OK, I’m aware of the fact that I’m supposed to hate Wes Craven’s My Soul to Take. Even people who are none-too-choosy about horror movies hate it. And I mean hate it, with the kind of fervor I tend to reserve for movies with talking animals. Problem is, I don’t hate the movie at all. I cannot and will not claim that it’s good, but not only did I have fun watching it—some of the fun Craven perhaps didn’t intend for me to have—but I found it to be an interesting movie. And I found it even more interesting in terms of Craven’s filmography. I’ll also admit that I was happy to see an attempt at an R-rated horror movie that in no way was torture porn. The film’s detractors may argue that in this case it’s the audience that’s being tortured, but I’m not on board with that.
Nevertheless, as I say, this isn’t really a good movie. The story is on the silly side, and the basic premise is not exactly inspired: Seven children are born in a small town at the exact moment a serial killer (stage actor Raul Esparza) maybe meets his demise, and 16 years later murders start happening again. Plus, the movie wants to have it both ways—with the whole “is the Riverton Ripper still alive or did his soul duck into one of these babies?” idea—and it doesn’t pull it off. The plotting is clunky and rife with holes. These holes, however, are often amusing. I mean, did our hero, Bug (Max Thieriot, Chloe), just happen to have a lot of feathers on hand to whip up overnight the film’s elaborate condor costume (don’t ask), or did he run out and denude a few turkeys? And from what did he create the presumably ersatz condor puke and bowel eruption (please don’t ask)?
It gets worse—or better, depending on your taste for screwiness. Why does the Ripper look like a shabby Rob Zombie? He looked pretty presentable when he was seen in the prologue. Speaking of the prologue, why is he harder to kill than the love child of Jason Voorhees and Michael Myers? There’s nothing supernatural going on at that point—or is there? There’s a plot twist that you’ll see long before it reveals itself, but when it does, I can pretty much guarantee you’ll burst out laughing—or at least be seized by unseemly giggles.
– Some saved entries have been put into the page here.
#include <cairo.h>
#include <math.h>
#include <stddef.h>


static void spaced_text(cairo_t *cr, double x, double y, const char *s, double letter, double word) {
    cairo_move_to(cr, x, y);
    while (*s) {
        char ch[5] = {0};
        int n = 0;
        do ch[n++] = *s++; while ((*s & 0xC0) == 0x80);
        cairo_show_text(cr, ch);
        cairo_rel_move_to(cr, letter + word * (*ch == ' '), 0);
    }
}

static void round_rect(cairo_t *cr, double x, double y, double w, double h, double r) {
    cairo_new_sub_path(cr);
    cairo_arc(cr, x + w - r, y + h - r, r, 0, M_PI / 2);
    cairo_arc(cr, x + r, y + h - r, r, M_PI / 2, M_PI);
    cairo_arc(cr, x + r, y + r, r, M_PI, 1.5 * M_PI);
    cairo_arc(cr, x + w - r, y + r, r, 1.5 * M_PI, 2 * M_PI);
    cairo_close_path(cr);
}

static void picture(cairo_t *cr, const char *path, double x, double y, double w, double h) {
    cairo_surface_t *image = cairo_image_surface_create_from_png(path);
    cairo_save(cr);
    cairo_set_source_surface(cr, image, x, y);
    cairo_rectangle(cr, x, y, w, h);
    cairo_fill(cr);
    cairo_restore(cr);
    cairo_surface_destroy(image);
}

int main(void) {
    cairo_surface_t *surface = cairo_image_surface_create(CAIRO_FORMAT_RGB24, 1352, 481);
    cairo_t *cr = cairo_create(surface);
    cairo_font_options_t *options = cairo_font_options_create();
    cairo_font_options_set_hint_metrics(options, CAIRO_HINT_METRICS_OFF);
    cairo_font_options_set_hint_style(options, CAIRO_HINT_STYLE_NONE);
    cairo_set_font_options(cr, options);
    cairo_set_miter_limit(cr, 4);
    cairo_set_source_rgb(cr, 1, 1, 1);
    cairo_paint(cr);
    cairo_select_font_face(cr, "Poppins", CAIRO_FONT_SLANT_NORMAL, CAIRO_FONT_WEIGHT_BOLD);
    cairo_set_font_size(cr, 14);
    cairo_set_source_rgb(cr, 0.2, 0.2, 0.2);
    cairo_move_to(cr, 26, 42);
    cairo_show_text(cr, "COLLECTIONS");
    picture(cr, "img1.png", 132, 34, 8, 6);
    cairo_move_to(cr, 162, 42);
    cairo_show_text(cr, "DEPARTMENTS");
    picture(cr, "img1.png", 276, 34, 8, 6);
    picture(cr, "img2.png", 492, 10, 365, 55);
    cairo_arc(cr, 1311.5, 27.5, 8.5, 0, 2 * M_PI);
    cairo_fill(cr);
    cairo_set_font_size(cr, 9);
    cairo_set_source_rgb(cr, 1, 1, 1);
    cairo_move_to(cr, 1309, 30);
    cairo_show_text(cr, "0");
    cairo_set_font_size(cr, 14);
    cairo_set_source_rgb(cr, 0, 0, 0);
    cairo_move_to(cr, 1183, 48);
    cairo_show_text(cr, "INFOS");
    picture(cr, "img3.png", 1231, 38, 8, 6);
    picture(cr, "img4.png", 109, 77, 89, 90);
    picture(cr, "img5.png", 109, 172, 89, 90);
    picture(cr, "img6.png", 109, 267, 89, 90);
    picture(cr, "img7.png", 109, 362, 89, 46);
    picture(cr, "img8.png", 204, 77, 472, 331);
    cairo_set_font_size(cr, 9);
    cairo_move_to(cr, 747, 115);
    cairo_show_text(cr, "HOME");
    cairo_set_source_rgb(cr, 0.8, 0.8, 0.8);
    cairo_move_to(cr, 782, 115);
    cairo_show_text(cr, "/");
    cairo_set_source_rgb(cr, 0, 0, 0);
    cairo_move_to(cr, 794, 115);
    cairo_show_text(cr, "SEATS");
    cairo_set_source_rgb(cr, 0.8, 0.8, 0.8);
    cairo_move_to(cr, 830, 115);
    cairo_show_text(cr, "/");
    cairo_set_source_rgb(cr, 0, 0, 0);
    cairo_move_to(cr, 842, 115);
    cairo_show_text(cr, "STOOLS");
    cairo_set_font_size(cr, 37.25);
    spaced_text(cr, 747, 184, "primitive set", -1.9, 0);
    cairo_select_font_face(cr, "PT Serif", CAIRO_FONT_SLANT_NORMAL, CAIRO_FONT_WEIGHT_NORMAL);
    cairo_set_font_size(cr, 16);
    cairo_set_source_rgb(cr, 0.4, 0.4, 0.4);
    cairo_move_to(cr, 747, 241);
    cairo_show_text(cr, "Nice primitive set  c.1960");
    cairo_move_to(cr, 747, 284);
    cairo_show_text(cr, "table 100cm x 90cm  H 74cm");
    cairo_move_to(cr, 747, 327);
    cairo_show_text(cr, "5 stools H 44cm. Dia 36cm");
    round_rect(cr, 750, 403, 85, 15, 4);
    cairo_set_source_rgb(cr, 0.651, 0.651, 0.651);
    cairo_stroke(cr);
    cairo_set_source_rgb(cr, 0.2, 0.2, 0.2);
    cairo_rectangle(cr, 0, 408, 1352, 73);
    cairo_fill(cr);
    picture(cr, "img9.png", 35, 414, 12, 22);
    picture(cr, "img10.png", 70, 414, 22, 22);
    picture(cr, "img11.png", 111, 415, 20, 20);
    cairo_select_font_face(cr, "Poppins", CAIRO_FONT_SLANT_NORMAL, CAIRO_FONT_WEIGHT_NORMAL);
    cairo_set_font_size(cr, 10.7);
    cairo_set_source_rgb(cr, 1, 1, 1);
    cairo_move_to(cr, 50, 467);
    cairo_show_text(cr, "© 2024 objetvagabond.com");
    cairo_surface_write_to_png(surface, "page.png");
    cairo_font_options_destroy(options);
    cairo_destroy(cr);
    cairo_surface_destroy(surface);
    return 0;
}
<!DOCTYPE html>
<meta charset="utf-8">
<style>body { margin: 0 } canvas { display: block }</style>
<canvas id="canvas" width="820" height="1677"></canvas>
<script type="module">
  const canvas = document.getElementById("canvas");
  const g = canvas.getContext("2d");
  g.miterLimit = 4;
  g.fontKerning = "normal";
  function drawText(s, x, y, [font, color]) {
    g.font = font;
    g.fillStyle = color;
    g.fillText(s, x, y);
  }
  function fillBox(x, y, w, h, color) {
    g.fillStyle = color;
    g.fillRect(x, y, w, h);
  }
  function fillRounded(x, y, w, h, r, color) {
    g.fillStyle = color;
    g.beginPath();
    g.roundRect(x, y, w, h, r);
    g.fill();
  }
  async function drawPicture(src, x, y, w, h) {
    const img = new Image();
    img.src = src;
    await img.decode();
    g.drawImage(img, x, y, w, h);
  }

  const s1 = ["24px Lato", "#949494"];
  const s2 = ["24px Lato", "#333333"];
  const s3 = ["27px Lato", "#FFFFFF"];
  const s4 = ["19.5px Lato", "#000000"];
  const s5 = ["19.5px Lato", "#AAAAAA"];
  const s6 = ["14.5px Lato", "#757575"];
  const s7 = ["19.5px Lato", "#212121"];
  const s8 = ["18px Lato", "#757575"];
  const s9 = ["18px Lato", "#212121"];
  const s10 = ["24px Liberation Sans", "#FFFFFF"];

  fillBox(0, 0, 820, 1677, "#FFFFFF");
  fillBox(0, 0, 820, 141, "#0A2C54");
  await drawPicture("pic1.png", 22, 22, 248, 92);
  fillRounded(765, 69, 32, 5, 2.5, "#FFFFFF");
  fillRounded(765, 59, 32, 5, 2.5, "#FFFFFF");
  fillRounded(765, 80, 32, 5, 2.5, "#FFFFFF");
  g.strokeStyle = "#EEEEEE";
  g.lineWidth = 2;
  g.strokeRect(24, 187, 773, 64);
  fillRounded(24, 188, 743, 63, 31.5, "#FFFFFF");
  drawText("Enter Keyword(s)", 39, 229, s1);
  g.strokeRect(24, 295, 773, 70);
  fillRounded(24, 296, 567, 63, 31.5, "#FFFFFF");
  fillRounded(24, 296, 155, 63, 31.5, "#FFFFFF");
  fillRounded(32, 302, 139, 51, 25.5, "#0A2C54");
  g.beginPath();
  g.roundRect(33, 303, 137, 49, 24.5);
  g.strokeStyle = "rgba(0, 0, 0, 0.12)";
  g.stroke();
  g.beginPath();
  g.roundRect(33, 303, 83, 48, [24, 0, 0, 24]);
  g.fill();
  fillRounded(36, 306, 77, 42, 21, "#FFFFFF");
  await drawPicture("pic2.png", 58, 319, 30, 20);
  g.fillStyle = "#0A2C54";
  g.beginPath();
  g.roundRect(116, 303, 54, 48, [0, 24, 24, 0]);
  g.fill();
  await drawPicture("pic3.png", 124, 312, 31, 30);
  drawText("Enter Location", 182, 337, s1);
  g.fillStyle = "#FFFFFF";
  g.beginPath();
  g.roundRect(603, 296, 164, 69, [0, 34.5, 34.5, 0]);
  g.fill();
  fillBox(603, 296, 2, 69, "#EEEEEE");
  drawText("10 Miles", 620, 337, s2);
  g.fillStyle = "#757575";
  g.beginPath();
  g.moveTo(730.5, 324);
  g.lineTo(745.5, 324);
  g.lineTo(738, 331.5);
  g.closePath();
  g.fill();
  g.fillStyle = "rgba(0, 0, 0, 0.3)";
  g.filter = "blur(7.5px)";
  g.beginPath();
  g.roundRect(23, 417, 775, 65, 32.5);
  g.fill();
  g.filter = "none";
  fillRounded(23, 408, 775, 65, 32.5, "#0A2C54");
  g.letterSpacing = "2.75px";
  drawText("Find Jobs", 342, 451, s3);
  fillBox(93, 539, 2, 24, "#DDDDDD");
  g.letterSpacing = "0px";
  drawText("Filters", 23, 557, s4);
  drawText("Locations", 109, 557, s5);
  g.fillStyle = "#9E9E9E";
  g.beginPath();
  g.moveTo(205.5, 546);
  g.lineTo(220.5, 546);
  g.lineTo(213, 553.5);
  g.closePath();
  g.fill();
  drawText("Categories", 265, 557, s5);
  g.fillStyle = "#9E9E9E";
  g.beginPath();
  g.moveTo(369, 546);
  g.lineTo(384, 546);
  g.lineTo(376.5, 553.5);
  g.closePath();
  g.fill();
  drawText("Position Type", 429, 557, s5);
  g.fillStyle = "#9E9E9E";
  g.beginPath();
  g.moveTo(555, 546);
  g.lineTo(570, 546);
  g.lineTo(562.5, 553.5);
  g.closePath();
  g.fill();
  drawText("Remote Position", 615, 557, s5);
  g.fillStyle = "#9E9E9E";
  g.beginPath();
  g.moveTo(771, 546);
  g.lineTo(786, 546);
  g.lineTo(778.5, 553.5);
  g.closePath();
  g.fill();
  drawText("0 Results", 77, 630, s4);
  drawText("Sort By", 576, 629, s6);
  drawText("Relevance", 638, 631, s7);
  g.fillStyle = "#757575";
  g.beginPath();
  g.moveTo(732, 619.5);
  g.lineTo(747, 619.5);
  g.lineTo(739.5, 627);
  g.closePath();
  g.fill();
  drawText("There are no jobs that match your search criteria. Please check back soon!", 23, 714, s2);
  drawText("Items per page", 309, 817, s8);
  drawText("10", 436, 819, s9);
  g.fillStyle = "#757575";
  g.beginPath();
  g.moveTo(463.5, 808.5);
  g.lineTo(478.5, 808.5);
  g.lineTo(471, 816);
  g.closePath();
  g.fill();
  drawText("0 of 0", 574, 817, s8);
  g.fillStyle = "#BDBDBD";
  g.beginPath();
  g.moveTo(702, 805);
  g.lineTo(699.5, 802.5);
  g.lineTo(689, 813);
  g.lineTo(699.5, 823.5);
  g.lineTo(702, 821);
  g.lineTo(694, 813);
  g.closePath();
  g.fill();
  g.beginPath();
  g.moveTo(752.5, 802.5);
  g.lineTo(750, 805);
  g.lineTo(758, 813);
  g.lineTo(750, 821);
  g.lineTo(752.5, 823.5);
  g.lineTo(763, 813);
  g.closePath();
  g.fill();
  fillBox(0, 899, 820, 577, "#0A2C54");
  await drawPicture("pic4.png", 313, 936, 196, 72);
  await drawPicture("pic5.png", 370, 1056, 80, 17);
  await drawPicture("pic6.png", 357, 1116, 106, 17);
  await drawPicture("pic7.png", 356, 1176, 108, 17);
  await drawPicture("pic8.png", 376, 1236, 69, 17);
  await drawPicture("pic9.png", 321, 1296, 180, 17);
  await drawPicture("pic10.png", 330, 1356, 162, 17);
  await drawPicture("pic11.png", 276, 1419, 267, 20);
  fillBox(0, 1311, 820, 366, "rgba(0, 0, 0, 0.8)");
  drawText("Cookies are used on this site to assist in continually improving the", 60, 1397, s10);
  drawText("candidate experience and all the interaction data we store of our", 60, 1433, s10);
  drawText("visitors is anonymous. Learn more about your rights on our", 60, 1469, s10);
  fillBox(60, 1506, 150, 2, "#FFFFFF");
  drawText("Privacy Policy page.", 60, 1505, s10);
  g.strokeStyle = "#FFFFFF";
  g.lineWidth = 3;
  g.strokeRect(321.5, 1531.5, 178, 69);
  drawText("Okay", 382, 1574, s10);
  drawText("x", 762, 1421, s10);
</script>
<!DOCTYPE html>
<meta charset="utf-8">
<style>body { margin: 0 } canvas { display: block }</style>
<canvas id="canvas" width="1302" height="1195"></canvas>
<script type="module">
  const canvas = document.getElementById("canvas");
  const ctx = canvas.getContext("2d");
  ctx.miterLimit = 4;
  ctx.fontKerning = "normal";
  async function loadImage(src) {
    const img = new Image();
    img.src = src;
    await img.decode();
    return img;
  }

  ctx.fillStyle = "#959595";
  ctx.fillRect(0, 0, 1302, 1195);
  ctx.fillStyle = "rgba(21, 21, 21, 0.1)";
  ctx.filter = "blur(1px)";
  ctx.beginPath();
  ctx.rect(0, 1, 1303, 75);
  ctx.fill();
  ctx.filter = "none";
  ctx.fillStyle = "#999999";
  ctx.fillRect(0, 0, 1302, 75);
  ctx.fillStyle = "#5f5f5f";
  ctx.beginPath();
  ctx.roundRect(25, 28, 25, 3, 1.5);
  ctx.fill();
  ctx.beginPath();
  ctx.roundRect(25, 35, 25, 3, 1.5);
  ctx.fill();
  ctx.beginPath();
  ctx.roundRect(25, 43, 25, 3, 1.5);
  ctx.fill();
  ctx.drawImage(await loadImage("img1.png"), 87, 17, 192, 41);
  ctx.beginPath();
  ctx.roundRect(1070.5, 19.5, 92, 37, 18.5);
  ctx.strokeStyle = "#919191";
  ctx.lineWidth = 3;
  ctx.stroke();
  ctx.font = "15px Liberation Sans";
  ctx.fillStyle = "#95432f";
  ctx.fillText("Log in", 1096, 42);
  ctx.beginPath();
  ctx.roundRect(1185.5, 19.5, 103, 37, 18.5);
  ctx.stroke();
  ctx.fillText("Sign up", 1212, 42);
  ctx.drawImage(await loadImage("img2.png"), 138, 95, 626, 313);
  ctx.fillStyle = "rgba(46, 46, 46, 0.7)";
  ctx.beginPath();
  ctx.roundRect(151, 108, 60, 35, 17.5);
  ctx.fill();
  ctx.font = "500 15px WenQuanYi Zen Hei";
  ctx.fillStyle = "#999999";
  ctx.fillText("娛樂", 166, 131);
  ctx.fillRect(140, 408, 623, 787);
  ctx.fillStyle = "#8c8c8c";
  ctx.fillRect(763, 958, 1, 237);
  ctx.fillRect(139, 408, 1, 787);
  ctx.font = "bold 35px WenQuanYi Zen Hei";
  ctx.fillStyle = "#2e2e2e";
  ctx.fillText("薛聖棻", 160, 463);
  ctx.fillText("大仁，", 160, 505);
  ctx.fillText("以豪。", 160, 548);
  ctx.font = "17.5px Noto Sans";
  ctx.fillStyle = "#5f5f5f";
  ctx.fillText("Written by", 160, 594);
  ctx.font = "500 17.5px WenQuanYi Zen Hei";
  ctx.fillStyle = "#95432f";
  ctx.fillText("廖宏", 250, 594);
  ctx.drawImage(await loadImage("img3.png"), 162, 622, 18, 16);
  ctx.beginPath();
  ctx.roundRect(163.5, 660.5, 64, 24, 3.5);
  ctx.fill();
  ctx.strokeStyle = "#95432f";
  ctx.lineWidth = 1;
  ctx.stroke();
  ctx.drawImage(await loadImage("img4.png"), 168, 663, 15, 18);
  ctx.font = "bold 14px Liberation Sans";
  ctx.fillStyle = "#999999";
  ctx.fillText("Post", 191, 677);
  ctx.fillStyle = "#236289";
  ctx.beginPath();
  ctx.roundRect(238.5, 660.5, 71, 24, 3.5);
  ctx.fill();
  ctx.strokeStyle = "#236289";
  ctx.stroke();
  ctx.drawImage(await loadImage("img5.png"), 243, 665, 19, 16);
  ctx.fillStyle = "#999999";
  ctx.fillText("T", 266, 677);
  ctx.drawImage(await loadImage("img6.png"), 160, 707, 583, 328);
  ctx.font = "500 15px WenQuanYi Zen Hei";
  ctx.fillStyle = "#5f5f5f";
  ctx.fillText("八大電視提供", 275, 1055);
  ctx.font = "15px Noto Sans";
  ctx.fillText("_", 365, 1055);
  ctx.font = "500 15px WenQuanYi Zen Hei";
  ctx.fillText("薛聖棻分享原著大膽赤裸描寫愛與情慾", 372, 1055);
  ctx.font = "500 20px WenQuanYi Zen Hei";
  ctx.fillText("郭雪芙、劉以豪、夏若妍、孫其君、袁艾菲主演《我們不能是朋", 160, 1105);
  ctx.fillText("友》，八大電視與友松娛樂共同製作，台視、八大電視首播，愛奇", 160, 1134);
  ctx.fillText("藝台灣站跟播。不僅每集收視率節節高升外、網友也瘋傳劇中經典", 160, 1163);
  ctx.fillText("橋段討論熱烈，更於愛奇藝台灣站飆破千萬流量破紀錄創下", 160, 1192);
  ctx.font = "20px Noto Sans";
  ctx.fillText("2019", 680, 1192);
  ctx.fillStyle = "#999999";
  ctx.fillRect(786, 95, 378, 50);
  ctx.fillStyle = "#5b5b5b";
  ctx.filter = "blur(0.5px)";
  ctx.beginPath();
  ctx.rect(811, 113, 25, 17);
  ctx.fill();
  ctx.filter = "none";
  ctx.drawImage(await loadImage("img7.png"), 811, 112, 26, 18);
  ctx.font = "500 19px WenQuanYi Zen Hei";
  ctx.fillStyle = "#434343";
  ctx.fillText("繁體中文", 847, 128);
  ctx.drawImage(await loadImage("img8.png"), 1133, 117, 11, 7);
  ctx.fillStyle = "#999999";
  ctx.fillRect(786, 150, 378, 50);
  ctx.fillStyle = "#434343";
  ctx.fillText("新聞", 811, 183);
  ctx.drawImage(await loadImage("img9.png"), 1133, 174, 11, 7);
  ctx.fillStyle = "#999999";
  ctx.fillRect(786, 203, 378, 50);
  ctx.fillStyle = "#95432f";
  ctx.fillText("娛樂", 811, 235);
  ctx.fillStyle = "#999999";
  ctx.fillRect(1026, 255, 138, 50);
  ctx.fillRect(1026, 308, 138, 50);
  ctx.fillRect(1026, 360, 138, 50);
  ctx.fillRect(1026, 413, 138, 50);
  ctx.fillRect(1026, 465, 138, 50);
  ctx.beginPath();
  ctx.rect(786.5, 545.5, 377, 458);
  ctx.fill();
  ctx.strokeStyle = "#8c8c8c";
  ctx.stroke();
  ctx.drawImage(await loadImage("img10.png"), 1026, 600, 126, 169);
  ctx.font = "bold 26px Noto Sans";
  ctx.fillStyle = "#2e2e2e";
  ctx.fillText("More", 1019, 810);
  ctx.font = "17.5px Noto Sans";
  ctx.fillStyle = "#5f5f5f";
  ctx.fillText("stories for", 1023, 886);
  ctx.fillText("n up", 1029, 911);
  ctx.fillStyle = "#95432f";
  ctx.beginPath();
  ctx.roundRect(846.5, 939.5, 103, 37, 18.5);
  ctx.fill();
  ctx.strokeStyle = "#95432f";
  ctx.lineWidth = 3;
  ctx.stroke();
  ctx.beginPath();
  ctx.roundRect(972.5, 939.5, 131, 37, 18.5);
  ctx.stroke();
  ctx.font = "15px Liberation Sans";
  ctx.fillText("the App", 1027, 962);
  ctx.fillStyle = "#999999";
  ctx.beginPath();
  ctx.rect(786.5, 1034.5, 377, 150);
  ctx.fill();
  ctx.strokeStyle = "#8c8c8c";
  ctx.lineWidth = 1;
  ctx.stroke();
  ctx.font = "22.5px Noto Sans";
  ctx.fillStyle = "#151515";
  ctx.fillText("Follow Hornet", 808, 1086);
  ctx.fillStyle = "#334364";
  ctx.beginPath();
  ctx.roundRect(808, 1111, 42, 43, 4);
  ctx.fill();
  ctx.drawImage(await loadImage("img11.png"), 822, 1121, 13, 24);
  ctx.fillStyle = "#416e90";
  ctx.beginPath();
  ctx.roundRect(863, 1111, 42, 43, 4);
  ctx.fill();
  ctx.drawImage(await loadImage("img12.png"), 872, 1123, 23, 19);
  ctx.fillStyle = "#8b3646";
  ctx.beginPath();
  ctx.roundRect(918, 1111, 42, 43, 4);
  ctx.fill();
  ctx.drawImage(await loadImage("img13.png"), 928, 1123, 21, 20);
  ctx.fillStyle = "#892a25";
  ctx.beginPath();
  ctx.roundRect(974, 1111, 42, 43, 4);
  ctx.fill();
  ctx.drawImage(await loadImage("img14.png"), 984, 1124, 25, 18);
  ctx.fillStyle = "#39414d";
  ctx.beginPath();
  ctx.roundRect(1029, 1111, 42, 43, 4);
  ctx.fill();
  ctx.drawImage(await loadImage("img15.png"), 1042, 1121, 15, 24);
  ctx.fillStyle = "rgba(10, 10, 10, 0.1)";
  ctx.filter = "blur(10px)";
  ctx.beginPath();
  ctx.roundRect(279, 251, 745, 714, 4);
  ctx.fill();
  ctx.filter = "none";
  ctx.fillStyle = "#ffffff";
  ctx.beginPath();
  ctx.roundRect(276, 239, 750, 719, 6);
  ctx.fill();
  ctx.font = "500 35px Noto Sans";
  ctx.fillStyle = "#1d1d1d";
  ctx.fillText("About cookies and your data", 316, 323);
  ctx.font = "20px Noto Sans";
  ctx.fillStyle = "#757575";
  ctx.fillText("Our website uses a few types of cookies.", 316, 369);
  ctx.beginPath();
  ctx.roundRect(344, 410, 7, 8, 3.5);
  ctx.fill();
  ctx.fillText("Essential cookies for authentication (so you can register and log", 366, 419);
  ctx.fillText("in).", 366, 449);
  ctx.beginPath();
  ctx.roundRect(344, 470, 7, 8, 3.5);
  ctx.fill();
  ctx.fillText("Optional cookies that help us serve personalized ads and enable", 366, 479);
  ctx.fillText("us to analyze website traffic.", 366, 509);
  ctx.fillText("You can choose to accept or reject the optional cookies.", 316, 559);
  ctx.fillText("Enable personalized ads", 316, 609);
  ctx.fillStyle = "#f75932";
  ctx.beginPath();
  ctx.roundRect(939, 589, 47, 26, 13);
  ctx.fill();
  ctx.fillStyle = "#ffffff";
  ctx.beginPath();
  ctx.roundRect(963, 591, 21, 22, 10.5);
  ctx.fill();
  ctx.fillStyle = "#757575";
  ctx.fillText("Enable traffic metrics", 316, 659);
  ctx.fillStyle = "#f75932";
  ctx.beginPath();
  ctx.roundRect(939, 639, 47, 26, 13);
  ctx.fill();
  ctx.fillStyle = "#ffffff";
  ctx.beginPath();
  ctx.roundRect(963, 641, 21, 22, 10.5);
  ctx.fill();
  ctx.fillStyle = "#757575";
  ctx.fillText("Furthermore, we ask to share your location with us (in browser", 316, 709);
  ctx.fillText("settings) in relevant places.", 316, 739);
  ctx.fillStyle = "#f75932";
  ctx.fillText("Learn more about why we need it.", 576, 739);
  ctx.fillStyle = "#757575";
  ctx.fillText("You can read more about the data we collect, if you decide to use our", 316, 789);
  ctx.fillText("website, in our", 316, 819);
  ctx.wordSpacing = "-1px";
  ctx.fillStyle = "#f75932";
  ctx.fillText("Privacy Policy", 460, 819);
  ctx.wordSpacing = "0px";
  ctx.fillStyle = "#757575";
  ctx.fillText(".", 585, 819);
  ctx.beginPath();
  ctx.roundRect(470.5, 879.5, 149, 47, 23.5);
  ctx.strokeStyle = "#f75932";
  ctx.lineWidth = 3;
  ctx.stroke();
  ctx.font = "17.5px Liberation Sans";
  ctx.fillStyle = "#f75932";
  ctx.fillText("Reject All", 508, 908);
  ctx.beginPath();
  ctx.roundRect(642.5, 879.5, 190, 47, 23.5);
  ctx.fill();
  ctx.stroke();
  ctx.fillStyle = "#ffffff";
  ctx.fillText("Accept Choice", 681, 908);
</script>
What you’ll make of a strange re-working of the mirror scene from Duck Soup (1933), I can’t even guess. We can throw in that the retrofitted 3-D is so lame that it might as well not be there, which really makes the “special event” admission surcharge seem like a cash grab.
So why am I kinda sorta not really recommending, but mildly defending this movie? Well, as noted, I had fun with it. I was entertained. I wasn’t repelled by it as I have been with so many recent horror pictures. That may, in fact, be why so many horror fans are trashing it—it’s out of step with the times. It’s not nasty for its own sake. This isn’t the Craven of Last House on the Left (1972) and The Hills Have Eyes (1977)—or their non-Craven remakes. It’s more Craven in “local legend” form and without the postmodern snarkiness of the Scream franchise. If anything, this movie’s greatest weakness may be that it’s too sincere—and too silly to support that.
Also in its favor is the fact that I actually liked the characters. I thought they were reasonably well drawn, and I got the sense that Craven himself liked them. I’m intrigued by his creation of Penelope (Zena Grey, In Good Company). She first appears like the teenage version of Piper Laurie’s Margaret White from Carrie (1976), but her Jesus-freak demeanor turns out to be more complex than that and she’s actually sympathetic and weirdly likable. It feels like Craven has made peace with his repressively religious childhood. It’s too bad he kills her off fairly early—but then, he wastes no time killing off most of the cast, robbing the film of much in the way of suspense.
The place where Craven errs the most is in his villain. The Ripper is fine as a tortured psycho of the multiple-personality-disorder kind in the prologue—at least till the “can’t kill him with a stick” biz kicks in. But the later Rob Zombie version is just plain weird. He is like a cheesy funhouse creation. In fact, he practically jumps out and says, “Boo!” I won’t say it’s not funny, but I will say it’s not very scary—except maybe the first murder, which comes so out of nowhere that you’re apt to think it’s a dream-sequence gag, only it’s not. Still, it’s not enough.
So should you go or stay home? Probably the latter, but if you go in knowing that it’s clunky, silly, out of step and that you’re really being gigged by the 3-D charge, you might get some fun out of it. Maybe. Rated R for strong bloody violence and pervasive language, including sexual references.